**YOUR GOAL**
Nothing but an exact copy of the data should be given.
---+---
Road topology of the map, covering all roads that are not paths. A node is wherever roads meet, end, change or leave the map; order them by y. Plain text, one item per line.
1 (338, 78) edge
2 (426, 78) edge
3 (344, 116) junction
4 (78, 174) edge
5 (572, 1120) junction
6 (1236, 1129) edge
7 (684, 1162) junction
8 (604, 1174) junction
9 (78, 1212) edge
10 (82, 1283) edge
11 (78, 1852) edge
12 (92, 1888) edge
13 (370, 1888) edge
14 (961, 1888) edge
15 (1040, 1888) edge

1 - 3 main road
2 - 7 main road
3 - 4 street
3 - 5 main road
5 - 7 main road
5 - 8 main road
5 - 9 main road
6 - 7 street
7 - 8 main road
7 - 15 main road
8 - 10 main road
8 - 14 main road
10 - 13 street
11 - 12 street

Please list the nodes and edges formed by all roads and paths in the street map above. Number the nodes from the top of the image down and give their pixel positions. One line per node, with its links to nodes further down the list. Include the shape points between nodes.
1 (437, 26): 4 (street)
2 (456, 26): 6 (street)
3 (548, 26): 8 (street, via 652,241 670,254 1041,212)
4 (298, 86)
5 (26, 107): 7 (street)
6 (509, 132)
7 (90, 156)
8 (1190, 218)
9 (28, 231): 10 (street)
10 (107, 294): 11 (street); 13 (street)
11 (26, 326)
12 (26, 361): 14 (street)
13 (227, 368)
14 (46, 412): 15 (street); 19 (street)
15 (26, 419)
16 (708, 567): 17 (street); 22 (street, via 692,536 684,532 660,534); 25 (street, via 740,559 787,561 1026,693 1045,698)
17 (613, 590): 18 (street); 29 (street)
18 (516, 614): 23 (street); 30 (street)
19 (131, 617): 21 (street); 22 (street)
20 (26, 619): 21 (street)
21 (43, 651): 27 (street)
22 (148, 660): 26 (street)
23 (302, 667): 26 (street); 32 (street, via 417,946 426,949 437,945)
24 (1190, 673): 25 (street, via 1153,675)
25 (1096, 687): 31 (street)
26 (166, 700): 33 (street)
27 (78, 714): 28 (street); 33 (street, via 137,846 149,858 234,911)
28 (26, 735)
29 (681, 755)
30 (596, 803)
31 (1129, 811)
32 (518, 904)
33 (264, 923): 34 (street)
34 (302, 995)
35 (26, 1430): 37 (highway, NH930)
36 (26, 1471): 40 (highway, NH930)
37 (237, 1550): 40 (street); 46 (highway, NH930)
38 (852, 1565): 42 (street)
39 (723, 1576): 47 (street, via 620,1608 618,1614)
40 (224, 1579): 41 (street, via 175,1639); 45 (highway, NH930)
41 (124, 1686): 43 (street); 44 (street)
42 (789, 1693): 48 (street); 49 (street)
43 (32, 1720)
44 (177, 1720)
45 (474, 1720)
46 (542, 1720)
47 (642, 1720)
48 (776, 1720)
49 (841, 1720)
---+---
**SOLVED PROBLEM**
Road topology of the map, covering all roads that are not paths. A node is wherever roads meet, end, change or leave the map; order them by y. Plain text, one item per line.
1 (338, 78) edge
2 (426, 78) edge
3 (344, 116) junction
4 (78, 174) edge
5 (572, 1120) junction
6 (1236, 1129) edge
7 (684, 1162) junction
8 (604, 1174) junction
9 (78, 1212) edge
10 (82, 1283) edge
11 (78, 1852) edge
12 (92, 1888) edge
13 (370, 1888) edge
14 (961, 1888) edge
15 (1040, 1888) edge

1 - 3 main road
2 - 7 main road
3 - 4 street
3 - 5 main road
5 - 7 main road
5 - 8 main road
5 - 9 main road
6 - 7 street
7 - 8 main road
7 - 15 main road
8 - 10 main road
8 - 14 main road
10 - 13 street
11 - 12 street

Please list the nodes and edges formed by all roads and paths in the street map above. Number the nodes from the top of the image down and give their pixel positions. One line per node, with its links to nodes further down the list. Include the shape points between nodes.
1 (437, 26): 4 (street)
2 (456, 26): 6 (street)
3 (548, 26): 8 (street, via 652,241 670,254 1041,212)
4 (298, 86)
5 (26, 107): 7 (street)
6 (509, 132)
7 (90, 156)
8 (1190, 218)
9 (28, 231): 10 (street)
10 (107, 294): 11 (street); 13 (street)
11 (26, 326)
12 (26, 361): 14 (street)
13 (227, 368)
14 (46, 412): 15 (street); 19 (street)
15 (26, 419)
16 (708, 567): 17 (street); 22 (street, via 692,536 684,532 660,534); 25 (street, via 740,559 787,561 1026,693 1045,698)
17 (613, 590): 18 (street); 29 (street)
18 (516, 614): 23 (street); 30 (street)
19 (131, 617): 21 (street); 22 (street)
20 (26, 619): 21 (street)
21 (43, 651): 27 (street)
22 (148, 660): 26 (street)
23 (302, 667): 26 (street); 32 (street, via 417,946 426,949 437,945)
24 (1190, 673): 25 (street, via 1153,675)
25 (1096, 687): 31 (street)
26 (166, 700): 33 (street)
27 (78, 714): 28 (street); 33 (street, via 137,846 149,858 234,911)
28 (26, 735)
29 (681, 755)
30 (596, 803)
31 (1129, 811)
32 (518, 904)
33 (264, 923): 34 (street)
34 (302, 995)
35 (26, 1430): 37 (highway, NH930)
36 (26, 1471): 40 (highway, NH930)
37 (237, 1550): 40 (street); 46 (highway, NH930)
38 (852, 1565): 42 (street)
39 (723, 1576): 47 (street, via 620,1608 618,1614)
40 (224, 1579): 41 (street, via 175,1639); 45 (highway, NH930)
41 (124, 1686): 43 (street); 44 (street)
42 (789, 1693): 48 (street); 49 (street)
43 (32, 1720)
44 (177, 1720)
45 (474, 1720)
46 (542, 1720)
47 (642, 1720)
48 (776, 1720)
49 (841, 1720)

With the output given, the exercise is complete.